Bob H. Crafton
Bob H. Crafton grew up on a cotton farm north of Corning, in Clay County, Arkansas. He graduated from Corning High School and thought he would continue on the farm when one of his brothers, who had returned from military service in World War II, gave him the opportunity to attend college. He enrolled in the pre-engineering curriculum at Arkansas Polytechnic College (Arkansas Tech University). In 1953, he transferred to the University of Arkansas to complete his bachelor’s degree in civil engineering.
Bob began his engineering career after college with the Arkansas Highway & Transportation Department, providing input on several major highway and bridge projects. Despite promising careers at AHTD, in 1963 Bob and his friend, Lem Tull, started a new engineering company in two motel rooms in downtown Rogers. Through hard work and determination, the partners expanded the business. The company has provided design services on numerous projects benefitting Northwest Arkansas, including public school and higher education facilities, industrial plants, streets, highways, bridges, residential subdivisions, multi-family developments, commercial developments, and utility infrastructure. Bob retired from Crafton Tull in 2000, but he did not retire from community service.
Bob served on the Arkansas Board of Registration for Professional Engineers and Land Surveyors, the Arkansas Academy of Civil Engineers, and is a past chairman of the Rogers-Lowell Area Chamber of Commerce. Bob served over a decade on the Rogers School Board. In 2009, Governor Mike Beebe appointed Bob to the Arkansas Department of Higher Education Coordinating Board, where he is vice chairman. Bob has long been an active member of First Baptist Church of Rogers.
In the early 1980s, Bob was one of a group of community leaders who saw the need for an additional higher education venue in Northwest Arkansas. Through years of meetings, trips to Little Rock, public outreach and a petition drive, Bob and other leaders brought the issue to a vote in the Bentonville and Rogers Public School Districts on August 15, 1989.
It passed with 65 percent, establishing NorthWest Arkansas Community College.
Governor Bill Clinton appointed Bob to serve as a founding member of the NWACC Board of Trustees. Bob served on the Board for 12 years, two years as chairman. The founding trustees oversaw the growth from a “college without walls” to the construction of the first buildings. Not only has Bob given his time to the college, but he and his wife are faithful contributors to the NWACC Foundation, helping to keep the college affordable, accessible and of exceptional quality.

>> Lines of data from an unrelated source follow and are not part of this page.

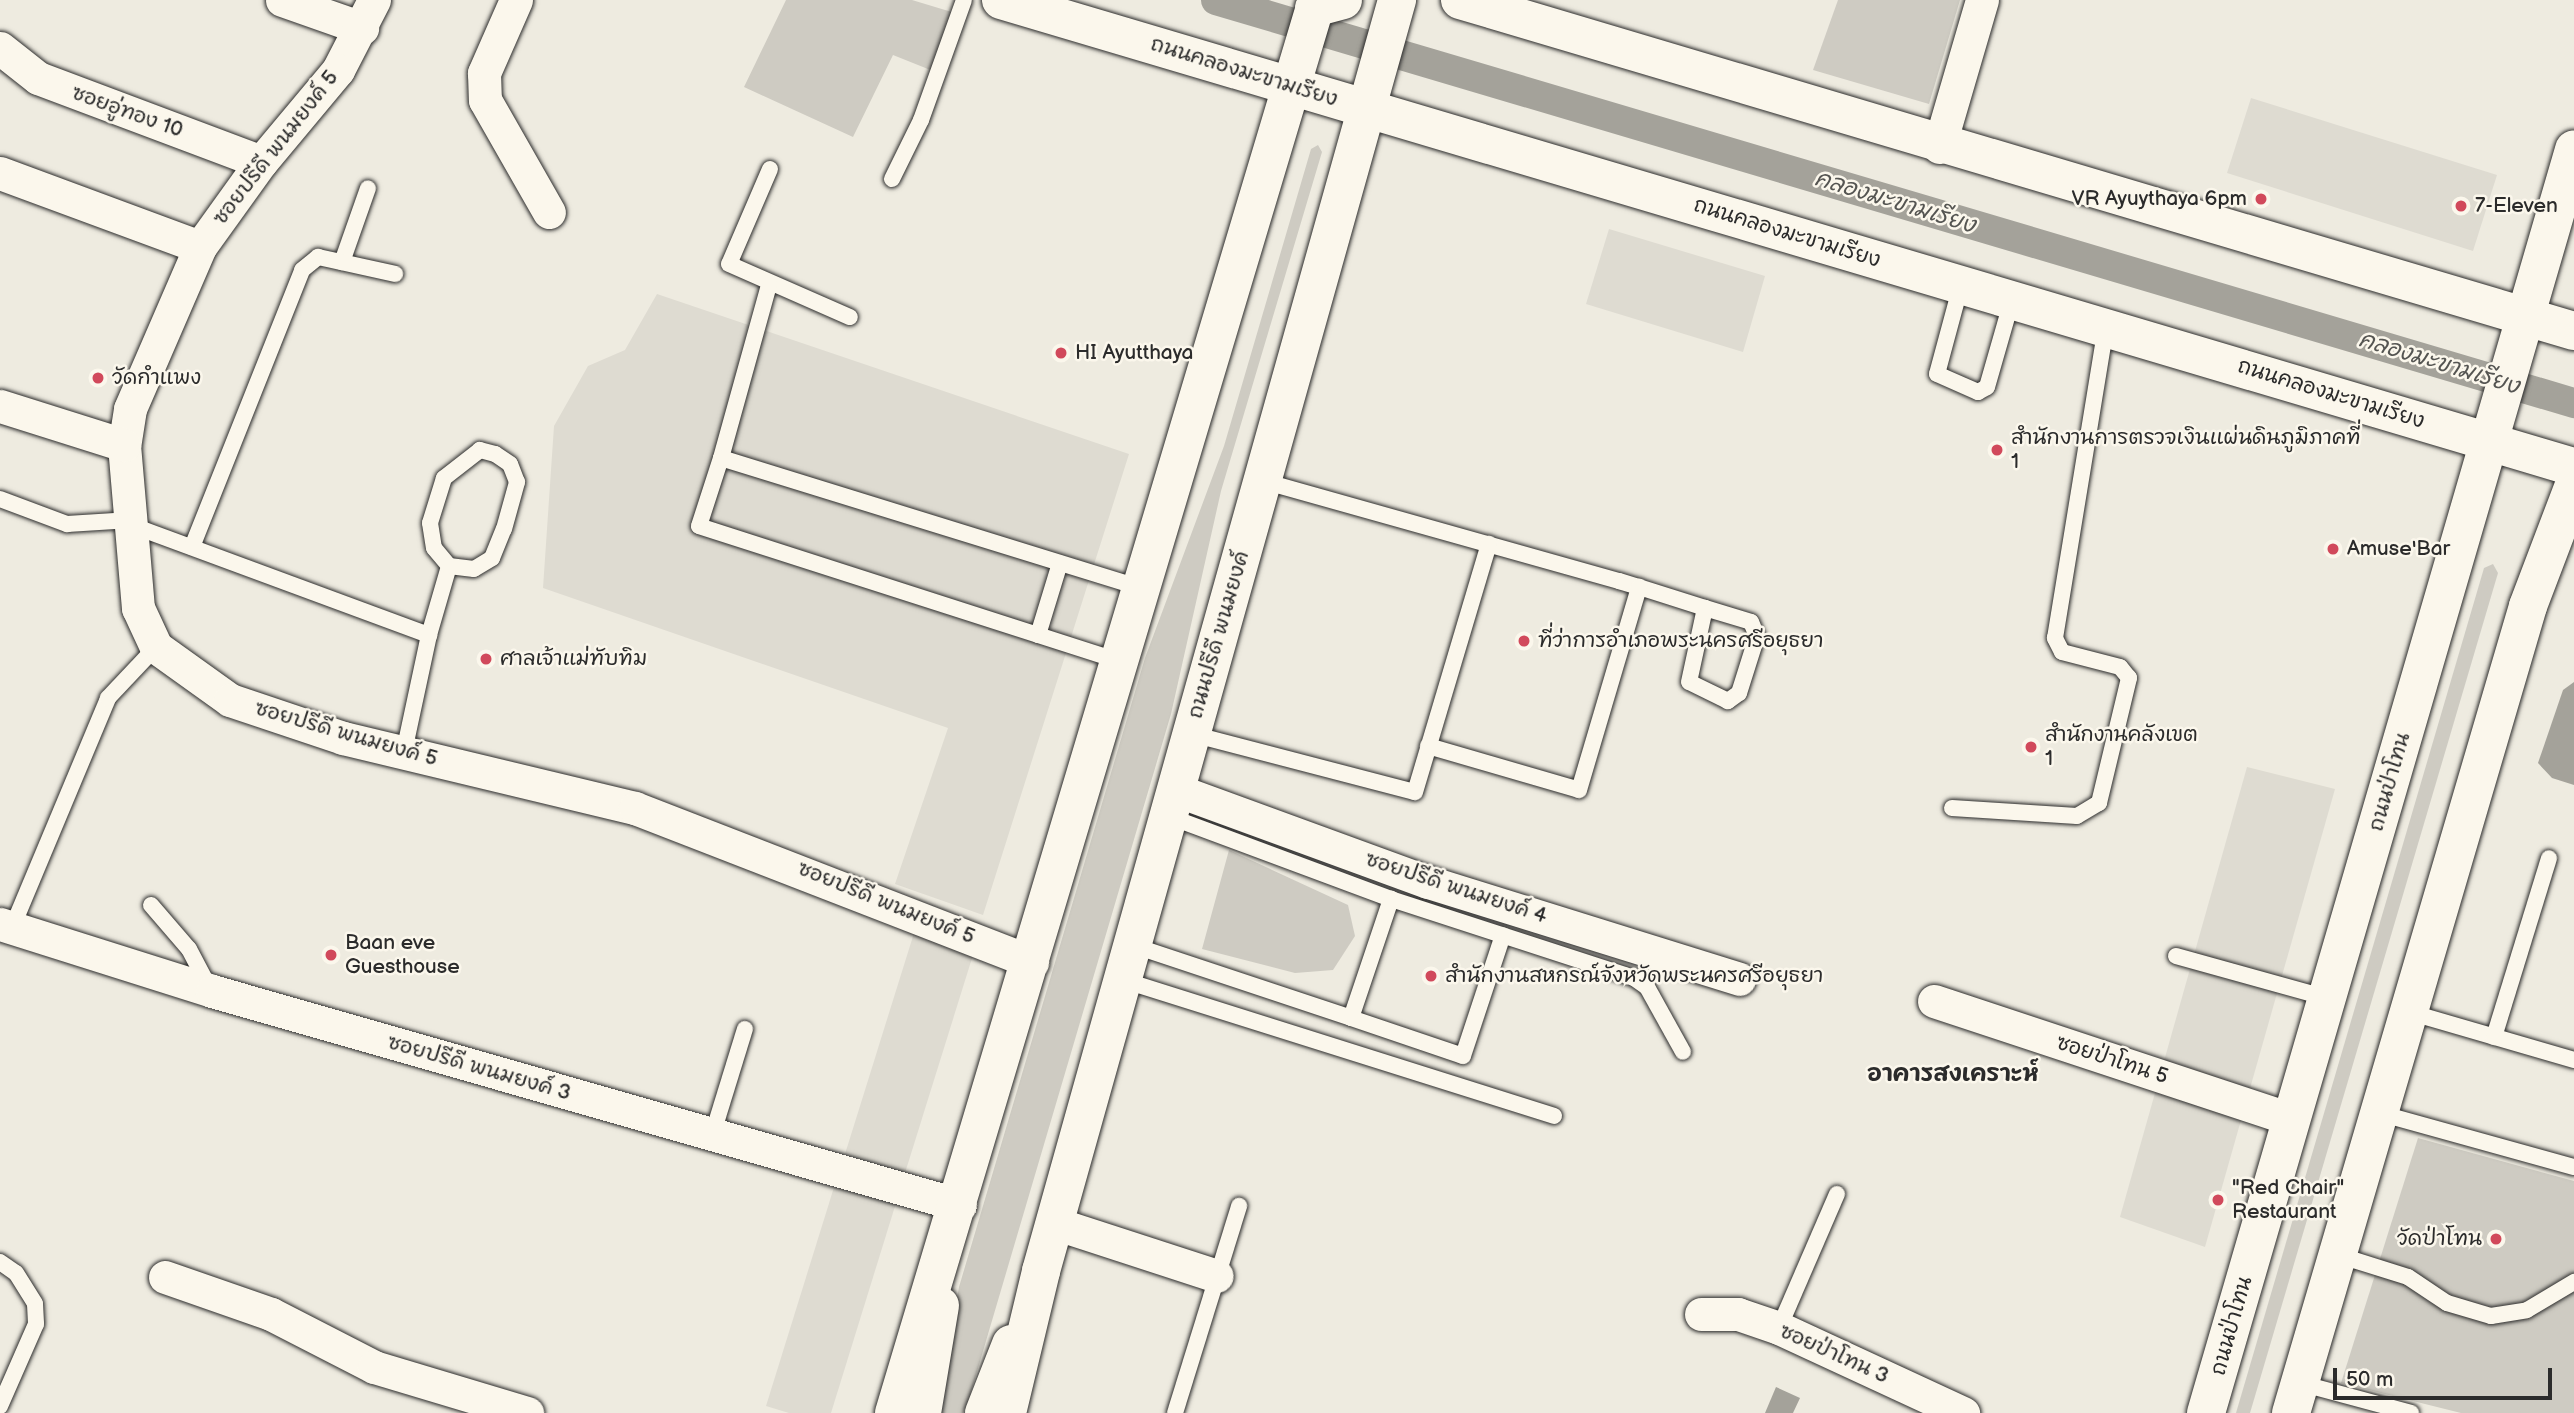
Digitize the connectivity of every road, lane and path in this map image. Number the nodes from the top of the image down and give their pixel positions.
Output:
1 (282, 0) edge
2 (516, 0) edge
3 (964, 0) edge
4 (1001, 0) edge
5 (1463, 0) edge
6 (1982, 0) edge
7 (1325, 3) edge
8 (1396, 6) edge
9 (368, 14) edge
10 (0, 48) edge
11 (1296, 73) junction
12 (1371, 95) junction
13 (1940, 147) junction
14 (2574, 150) edge
15 (261, 162) junction
16 (770, 169) dead end
17 (0, 173) edge
18 (892, 179) dead end
19 (368, 188) dead end
20 (549, 212) dead end
21 (200, 247) junction
22 (342, 262) junction
23 (395, 274) dead end
24 (769, 285) junction
25 (1961, 285) junction
26 (2012, 300) junction
27 (850, 317) dead end
28 (2522, 327) junction
29 (2106, 328) junction
30 (2574, 331) edge
31 (0, 406) edge
32 (2492, 430) junction
33 (124, 445) junction
34 (721, 458) junction
35 (2574, 467) edge
36 (1263, 481) junction
37 (2574, 485) edge
38 (0, 499) edge
39 (131, 523) junction
40 (1489, 544) junction
41 (192, 547) junction
42 (1060, 563) junction
43 (449, 566) junction
44 (1639, 587) junction
45 (1143, 589) junction
46 (1706, 608) junction
47 (429, 635) junction
48 (1038, 635) junction
49 (156, 647) junction
50 (1121, 662) junction
51 (1192, 734) junction
52 (1428, 746) junction
53 (404, 752) junction
54 (1172, 803) junction
55 (1952, 808) dead end
56 (2549, 858) dead end
57 (1391, 899) junction
58 (152, 905) dead end
59 (6, 926) edge
60 (1503, 935) junction
61 (2176, 956) dead end
62 (1032, 962) junction
63 (1127, 962) junction
64 (1739, 978) dead end
65 (212, 991) junction
66 (2327, 998) junction
67 (1934, 1001) dead end
68 (2409, 1012) junction
69 (1351, 1018) junction
70 (745, 1029) dead end
71 (2494, 1037) junction
72 (1683, 1052) dead end
73 (2574, 1060) edge
74 (2379, 1113) junction
75 (1554, 1116) dead end
76 (2291, 1119) junction
77 (712, 1136) junction
78 (2574, 1167) edge
79 (1837, 1194) dead end
80 (1239, 1206) dead end
81 (956, 1218) junction
82 (1054, 1223) junction
83 (2338, 1255) junction
84 (0, 1262) edge
85 (1041, 1270) junction
86 (1217, 1276) junction
87 (165, 1277) dead end
88 (2574, 1282) edge
89 (1701, 1314) dead end
90 (1779, 1328) junction
91 (2296, 1398) edge
92 (0, 1406) edge
93 (527, 1413) edge
94 (894, 1413) edge
95 (922, 1413) edge
96 (984, 1413) edge
97 (1007, 1413) edge
98 (1175, 1413) edge
99 (1963, 1413) edge
100 (2206, 1413) edge
101 (2411, 1413) edge

1 - 9 street
2 - 20 street
3 - 18 lane
4 - 11 street, ถนนคลองมะขามเรียง
5 - 13 street
6 - 13 street
7 - 11 street
8 - 12 street, ถนนปรีดี พนมยงค์
9 - 15 street, ซอยปรีดี พนมยงค์ 5
10 - 15 street, ซอยอู่ทอง 10
11 - 12 street, ถนนคลองมะขามเรียง
11 - 45 street
12 - 25 street, ถนนคลองมะขามเรียง
12 - 36 street, ถนนปรีดี พนมยงค์
13 - 28 street
14 - 28 street, ถนนป่าโทน
15 - 21 street, ซอยปรีดี พนมยงค์ 5
16 - 24 lane
17 - 21 street
19 - 22 lane
21 - 33 street, ซอยปรีดี พนมยงค์ 5
22 - 23 lane
22 - 41 lane
24 - 27 lane
24 - 34 lane
25 - 26 street, ถนนคลองมะขามเรียง
25 - 26 lane
26 - 29 street, ถนนคลองมะขามเรียง
28 - 30 street
28 - 32 street, ถนนป่าโทน
29 - 32 street, ถนนคลองมะขามเรียง
29 - 55 lane
31 - 33 street
32 - 35 street, ถนนคลองมะขามเรียง
32 - 66 street, ถนนป่าโทน
33 - 39 street, ซอยปรีดี พนมยงค์ 5
34 - 42 lane
34 - 48 lane
36 - 40 lane
36 - 51 street, ถนนปรีดี พนมยงค์
37 - 68 street
38 - 39 lane
39 - 41 lane
39 - 49 street, ซอยปรีดี พนมยงค์ 5
40 - 44 lane
40 - 52 lane
41 - 47 lane
42 - 45 lane
42 - 48 lane
43 - 43 lane
43 - 47 lane
44 - 46 lane
44 - 52 lane
45 - 50 street
46 - 46 lane
47 - 53 lane
48 - 50 lane
49 - 53 street, ซอยปรีดี พนมยงค์ 5
49 - 59 lane
50 - 62 street
51 - 52 lane
51 - 54 street, ถนนปรีดี พนมยงค์
53 - 62 street, ซอยปรีดี พนมยงค์ 5
54 - 57 lane
54 - 63 street, ถนนปรีดี พนมยงค์
54 - 64 street, ซอยปรีดี พนมยงค์ 4
56 - 71 lane
57 - 60 lane
57 - 69 lane
58 - 65 lane
59 - 65 street, ซอยปรีดี พนมยงค์ 3
60 - 69 lane
60 - 72 lane
61 - 66 lane
62 - 81 street
63 - 69 lane
63 - 75 lane
63 - 82 street, ถนนปรีดี พนมยงค์
65 - 77 street, ซอยปรีดี พนมยงค์ 3
66 - 76 street, ถนนป่าโทน
67 - 76 street, ซอยป่าโทน 5
68 - 71 lane
68 - 74 street
70 - 77 lane
71 - 73 lane
74 - 78 lane
74 - 83 street
76 - 100 street, ถนนป่าโทน
77 - 81 street, ซอยปรีดี พนมยงค์ 3
79 - 90 lane
80 - 86 lane
81 - 94 street
81 - 95 street
82 - 85 street, ถนนปรีดี พนมยงค์
82 - 86 street
83 - 88 lane
83 - 91 street
84 - 92 lane
85 - 96 street, ถนนปรีดี พนมยงค์
85 - 97 street, ถนนปรีดี พนมยงค์
86 - 98 lane
87 - 93 street
89 - 90 street, ซอยป่าโทน 3
90 - 99 street, ซอยป่าโทน 3
91 - 101 lane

Bob and his wife, Bonnie, have been married 58 years. They have five children, fifteen grandchildren, and one
The belief in the importance of education was something EvaLena Reder Mayo acquired early in her life. A common question from her father in the evenings while she was growing up was, “Do you have any lessons to get tonight?” Her father and mother had different strengths. Her father was good with numbers and could multiply 6 figures by 6 figures in his head and get it right. Her mother, who was good with words, always had a dictionary close by to look up the meaning of a word or its pronunciation or spelling. Mrs. Mayo identified with her father’s love of numbers and excelled in math.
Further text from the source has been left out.